Stored data entries
== == ==
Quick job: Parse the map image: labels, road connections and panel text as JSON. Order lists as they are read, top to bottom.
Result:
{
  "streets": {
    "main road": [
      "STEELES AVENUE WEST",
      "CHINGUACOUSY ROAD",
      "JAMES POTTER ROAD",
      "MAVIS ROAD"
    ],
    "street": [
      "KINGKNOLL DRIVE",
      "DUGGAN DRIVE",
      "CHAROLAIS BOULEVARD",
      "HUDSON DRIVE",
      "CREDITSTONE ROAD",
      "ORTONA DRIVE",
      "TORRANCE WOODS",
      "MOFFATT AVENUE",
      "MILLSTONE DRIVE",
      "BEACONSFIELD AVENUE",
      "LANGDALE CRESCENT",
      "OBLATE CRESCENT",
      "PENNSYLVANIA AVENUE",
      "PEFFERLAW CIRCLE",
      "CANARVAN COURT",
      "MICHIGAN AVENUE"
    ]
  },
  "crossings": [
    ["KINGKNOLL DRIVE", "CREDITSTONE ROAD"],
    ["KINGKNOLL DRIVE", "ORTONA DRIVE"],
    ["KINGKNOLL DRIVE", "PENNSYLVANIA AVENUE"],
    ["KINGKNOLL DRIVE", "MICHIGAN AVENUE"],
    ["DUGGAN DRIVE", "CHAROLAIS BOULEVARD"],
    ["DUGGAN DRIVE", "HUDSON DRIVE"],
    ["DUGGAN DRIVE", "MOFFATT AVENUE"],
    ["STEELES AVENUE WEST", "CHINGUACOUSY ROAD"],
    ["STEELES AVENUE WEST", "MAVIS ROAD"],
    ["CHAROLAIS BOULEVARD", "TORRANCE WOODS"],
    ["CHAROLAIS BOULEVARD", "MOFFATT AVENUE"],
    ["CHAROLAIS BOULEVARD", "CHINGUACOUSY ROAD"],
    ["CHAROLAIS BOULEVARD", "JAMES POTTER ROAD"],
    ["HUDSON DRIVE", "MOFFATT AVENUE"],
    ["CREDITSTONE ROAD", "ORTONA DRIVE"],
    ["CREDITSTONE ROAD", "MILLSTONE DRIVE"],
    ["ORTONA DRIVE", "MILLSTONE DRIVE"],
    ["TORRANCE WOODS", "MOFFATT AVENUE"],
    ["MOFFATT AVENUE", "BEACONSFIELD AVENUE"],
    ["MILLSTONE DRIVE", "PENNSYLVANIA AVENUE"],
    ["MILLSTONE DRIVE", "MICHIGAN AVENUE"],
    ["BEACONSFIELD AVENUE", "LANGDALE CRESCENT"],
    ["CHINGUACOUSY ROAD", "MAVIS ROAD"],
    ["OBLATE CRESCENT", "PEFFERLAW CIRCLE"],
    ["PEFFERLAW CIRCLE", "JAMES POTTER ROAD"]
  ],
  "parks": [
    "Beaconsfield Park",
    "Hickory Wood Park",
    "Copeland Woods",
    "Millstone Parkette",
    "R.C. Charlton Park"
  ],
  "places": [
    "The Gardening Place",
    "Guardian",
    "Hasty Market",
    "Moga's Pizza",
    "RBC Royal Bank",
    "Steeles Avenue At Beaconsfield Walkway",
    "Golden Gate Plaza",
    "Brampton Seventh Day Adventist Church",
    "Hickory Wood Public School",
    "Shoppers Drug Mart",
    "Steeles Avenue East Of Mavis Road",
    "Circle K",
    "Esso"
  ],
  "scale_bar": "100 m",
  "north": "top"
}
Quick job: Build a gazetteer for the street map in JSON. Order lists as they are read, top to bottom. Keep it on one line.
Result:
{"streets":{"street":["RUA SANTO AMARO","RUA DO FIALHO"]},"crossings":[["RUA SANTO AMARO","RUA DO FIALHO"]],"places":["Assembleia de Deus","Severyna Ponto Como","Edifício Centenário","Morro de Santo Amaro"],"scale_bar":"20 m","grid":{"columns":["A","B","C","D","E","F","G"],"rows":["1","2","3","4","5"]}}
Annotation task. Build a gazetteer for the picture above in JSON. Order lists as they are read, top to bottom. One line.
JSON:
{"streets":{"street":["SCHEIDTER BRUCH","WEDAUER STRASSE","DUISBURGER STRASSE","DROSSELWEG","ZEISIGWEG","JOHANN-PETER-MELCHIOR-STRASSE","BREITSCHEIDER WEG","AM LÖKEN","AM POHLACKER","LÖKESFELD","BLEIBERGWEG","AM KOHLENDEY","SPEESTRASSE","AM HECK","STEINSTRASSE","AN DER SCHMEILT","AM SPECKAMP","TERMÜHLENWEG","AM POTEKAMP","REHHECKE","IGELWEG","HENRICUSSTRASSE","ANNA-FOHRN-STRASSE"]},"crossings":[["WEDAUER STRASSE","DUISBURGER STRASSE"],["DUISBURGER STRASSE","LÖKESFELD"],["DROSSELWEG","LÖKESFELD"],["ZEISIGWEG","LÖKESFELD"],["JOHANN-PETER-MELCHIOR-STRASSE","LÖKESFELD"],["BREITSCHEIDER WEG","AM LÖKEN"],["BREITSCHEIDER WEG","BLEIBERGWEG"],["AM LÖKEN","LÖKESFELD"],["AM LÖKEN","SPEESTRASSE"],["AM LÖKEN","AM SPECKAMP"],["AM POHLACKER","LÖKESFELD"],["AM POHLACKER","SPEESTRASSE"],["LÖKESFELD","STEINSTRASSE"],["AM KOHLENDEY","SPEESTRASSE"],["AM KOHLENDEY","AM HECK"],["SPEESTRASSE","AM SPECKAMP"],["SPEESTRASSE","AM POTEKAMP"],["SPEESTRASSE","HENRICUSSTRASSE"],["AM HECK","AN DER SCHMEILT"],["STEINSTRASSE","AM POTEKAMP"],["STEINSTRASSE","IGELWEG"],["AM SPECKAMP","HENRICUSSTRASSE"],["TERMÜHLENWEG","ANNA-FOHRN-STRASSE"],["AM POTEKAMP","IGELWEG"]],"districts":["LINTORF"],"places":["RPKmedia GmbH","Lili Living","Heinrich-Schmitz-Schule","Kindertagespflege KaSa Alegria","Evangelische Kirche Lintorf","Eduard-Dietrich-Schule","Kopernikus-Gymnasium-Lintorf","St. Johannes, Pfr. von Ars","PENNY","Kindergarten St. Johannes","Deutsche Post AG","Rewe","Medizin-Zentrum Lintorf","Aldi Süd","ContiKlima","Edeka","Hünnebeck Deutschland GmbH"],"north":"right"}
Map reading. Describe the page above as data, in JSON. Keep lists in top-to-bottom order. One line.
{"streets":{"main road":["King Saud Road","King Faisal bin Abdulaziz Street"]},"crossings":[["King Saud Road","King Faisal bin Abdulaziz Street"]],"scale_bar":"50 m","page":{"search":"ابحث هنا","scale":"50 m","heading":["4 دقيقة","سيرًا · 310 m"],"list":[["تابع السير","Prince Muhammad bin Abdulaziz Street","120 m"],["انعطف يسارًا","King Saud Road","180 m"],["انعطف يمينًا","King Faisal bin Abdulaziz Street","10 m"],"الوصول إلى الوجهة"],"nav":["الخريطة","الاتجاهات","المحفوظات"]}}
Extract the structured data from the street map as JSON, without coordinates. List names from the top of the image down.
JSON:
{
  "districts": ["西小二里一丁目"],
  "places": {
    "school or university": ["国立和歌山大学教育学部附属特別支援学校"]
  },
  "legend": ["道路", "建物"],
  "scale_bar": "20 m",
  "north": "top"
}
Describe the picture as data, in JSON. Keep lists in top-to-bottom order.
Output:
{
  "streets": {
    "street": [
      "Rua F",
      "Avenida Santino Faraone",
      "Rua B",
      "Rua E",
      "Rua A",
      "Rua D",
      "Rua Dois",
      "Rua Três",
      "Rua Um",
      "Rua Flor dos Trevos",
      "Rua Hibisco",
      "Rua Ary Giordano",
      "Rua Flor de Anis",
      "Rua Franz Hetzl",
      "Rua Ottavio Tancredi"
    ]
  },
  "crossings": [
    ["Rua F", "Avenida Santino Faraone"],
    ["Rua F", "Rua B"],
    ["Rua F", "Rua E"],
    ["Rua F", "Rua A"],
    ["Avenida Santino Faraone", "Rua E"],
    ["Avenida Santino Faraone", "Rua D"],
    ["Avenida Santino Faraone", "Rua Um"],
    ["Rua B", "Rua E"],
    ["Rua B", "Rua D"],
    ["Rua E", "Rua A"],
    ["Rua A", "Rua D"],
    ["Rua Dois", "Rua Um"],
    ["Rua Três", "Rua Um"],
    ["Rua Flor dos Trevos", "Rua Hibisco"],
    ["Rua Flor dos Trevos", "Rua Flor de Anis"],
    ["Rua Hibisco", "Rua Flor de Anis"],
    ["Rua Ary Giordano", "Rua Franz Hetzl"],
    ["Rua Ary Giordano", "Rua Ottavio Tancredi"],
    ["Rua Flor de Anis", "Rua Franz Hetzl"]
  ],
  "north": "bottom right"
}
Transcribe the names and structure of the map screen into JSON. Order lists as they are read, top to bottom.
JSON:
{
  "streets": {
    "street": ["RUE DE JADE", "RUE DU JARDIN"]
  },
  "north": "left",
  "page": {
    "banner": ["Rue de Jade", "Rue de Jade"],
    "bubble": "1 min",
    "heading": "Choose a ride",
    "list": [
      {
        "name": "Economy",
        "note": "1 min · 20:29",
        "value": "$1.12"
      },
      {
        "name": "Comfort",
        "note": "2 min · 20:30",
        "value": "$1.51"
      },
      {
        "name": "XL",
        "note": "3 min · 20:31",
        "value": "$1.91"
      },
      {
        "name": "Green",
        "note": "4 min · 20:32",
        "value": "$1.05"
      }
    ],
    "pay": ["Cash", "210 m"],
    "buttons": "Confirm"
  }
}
== == ==
Could you work out how many lines of the data above contain the word "ORTONA"? Give only the number.

- [Solved problem] 4